Data records
═══
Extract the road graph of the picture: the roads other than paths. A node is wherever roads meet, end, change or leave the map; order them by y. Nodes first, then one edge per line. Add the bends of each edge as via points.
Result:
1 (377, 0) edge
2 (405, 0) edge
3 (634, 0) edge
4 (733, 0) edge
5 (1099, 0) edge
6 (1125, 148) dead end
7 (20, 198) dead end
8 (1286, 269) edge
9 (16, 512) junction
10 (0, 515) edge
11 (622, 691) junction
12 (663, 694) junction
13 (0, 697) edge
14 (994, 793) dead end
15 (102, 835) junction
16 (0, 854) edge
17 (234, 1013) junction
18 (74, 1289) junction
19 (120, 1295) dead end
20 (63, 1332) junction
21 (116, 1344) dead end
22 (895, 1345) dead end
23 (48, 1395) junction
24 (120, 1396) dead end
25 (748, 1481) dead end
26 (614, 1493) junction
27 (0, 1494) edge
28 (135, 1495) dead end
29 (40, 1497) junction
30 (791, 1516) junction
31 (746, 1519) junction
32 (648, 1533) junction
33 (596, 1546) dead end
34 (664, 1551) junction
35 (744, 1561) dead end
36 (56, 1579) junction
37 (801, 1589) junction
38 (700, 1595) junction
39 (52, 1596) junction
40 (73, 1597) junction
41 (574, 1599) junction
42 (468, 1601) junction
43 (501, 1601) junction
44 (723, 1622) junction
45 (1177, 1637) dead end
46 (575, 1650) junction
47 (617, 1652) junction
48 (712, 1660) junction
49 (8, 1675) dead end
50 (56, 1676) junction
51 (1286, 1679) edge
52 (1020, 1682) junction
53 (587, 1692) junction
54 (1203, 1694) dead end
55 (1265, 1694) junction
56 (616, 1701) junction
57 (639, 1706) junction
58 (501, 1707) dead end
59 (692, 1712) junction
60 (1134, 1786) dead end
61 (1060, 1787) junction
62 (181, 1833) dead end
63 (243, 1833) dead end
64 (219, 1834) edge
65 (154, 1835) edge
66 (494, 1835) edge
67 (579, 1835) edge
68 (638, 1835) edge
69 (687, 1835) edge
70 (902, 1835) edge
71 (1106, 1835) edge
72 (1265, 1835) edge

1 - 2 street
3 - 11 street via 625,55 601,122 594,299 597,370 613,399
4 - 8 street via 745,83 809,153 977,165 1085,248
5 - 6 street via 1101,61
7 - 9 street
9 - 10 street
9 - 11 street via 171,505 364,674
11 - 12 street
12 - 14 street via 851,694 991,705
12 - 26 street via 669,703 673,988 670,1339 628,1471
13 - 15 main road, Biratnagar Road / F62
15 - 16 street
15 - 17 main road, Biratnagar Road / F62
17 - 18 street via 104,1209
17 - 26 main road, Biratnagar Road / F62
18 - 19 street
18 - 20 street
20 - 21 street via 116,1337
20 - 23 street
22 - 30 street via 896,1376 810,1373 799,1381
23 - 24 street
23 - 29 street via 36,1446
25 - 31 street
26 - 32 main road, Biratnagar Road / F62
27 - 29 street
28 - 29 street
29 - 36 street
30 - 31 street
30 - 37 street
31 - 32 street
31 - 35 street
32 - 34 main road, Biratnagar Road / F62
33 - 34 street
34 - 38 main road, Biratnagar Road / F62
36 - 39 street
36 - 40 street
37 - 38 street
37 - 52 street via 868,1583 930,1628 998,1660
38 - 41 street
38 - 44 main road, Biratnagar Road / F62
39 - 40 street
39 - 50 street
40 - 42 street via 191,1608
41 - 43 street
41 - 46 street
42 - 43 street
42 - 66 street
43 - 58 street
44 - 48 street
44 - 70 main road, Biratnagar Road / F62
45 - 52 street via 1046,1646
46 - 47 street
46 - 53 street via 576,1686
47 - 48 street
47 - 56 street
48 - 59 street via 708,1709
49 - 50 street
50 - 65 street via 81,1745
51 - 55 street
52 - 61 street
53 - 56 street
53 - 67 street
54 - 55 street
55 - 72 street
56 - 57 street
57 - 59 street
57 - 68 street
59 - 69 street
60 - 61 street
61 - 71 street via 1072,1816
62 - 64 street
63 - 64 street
═══
Work task | Could you reproduce every record exactly as shown above?

Your solution |
Extract the road graph of the picture: the roads other than paths. A node is wherever roads meet, end, change or leave the map; order them by y. Nodes first, then one edge per line. Add the bends of each edge as via points.
Result:
1 (377, 0) edge
2 (405, 0) edge
3 (634, 0) edge
4 (733, 0) edge
5 (1099, 0) edge
6 (1125, 148) dead end
7 (20, 198) dead end
8 (1286, 269) edge
9 (16, 512) junction
10 (0, 515) edge
11 (622, 691) junction
12 (663, 694) junction
13 (0, 697) edge
14 (994, 793) dead end
15 (102, 835) junction
16 (0, 854) edge
17 (234, 1013) junction
18 (74, 1289) junction
19 (120, 1295) dead end
20 (63, 1332) junction
21 (116, 1344) dead end
22 (895, 1345) dead end
23 (48, 1395) junction
24 (120, 1396) dead end
25 (748, 1481) dead end
26 (614, 1493) junction
27 (0, 1494) edge
28 (135, 1495) dead end
29 (40, 1497) junction
30 (791, 1516) junction
31 (746, 1519) junction
32 (648, 1533) junction
33 (596, 1546) dead end
34 (664, 1551) junction
35 (744, 1561) dead end
36 (56, 1579) junction
37 (801, 1589) junction
38 (700, 1595) junction
39 (52, 1596) junction
40 (73, 1597) junction
41 (574, 1599) junction
42 (468, 1601) junction
43 (501, 1601) junction
44 (723, 1622) junction
45 (1177, 1637) dead end
46 (575, 1650) junction
47 (617, 1652) junction
48 (712, 1660) junction
49 (8, 1675) dead end
50 (56, 1676) junction
51 (1286, 1679) edge
52 (1020, 1682) junction
53 (587, 1692) junction
54 (1203, 1694) dead end
55 (1265, 1694) junction
56 (616, 1701) junction
57 (639, 1706) junction
58 (501, 1707) dead end
59 (692, 1712) junction
60 (1134, 1786) dead end
61 (1060, 1787) junction
62 (181, 1833) dead end
63 (243, 1833) dead end
64 (219, 1834) edge
65 (154, 1835) edge
66 (494, 1835) edge
67 (579, 1835) edge
68 (638, 1835) edge
69 (687, 1835) edge
70 (902, 1835) edge
71 (1106, 1835) edge
72 (1265, 1835) edge

1 - 2 street
3 - 11 street via 625,55 601,122 594,299 597,370 613,399
4 - 8 street via 745,83 809,153 977,165 1085,248
5 - 6 street via 1101,61
7 - 9 street
9 - 10 street
9 - 11 street via 171,505 364,674
11 - 12 street
12 - 14 street via 851,694 991,705
12 - 26 street via 669,703 673,988 670,1339 628,1471
13 - 15 main road, Biratnagar Road / F62
15 - 16 street
15 - 17 main road, Biratnagar Road / F62
17 - 18 street via 104,1209
17 - 26 main road, Biratnagar Road / F62
18 - 19 street
18 - 20 street
20 - 21 street via 116,1337
20 - 23 street
22 - 30 street via 896,1376 810,1373 799,1381
23 - 24 street
23 - 29 street via 36,1446
25 - 31 street
26 - 32 main road, Biratnagar Road / F62
27 - 29 street
28 - 29 street
29 - 36 street
30 - 31 street
30 - 37 street
31 - 32 street
31 - 35 street
32 - 34 main road, Biratnagar Road / F62
33 - 34 street
34 - 38 main road, Biratnagar Road / F62
36 - 39 street
36 - 40 street
37 - 38 street
37 - 52 street via 868,1583 930,1628 998,1660
38 - 41 street
38 - 44 main road, Biratnagar Road / F62
39 - 40 street
39 - 50 street
40 - 42 street via 191,1608
41 - 43 street
41 - 46 street
42 - 43 street
42 - 66 street
43 - 58 street
44 - 48 street
44 - 70 main road, Biratnagar Road / F62
45 - 52 street via 1046,1646
46 - 47 street
46 - 53 street via 576,1686
47 - 48 street
47 - 56 street
48 - 59 street via 708,1709
49 - 50 street
50 - 65 street via 81,1745
51 - 55 street
52 - 61 street
53 - 56 street
53 - 67 street
54 - 55 street
55 - 72 street
56 - 57 street
57 - 59 street
57 - 68 street
59 - 69 street
60 - 61 street
61 - 71 street via 1072,1816
62 - 64 street
63 - 64 street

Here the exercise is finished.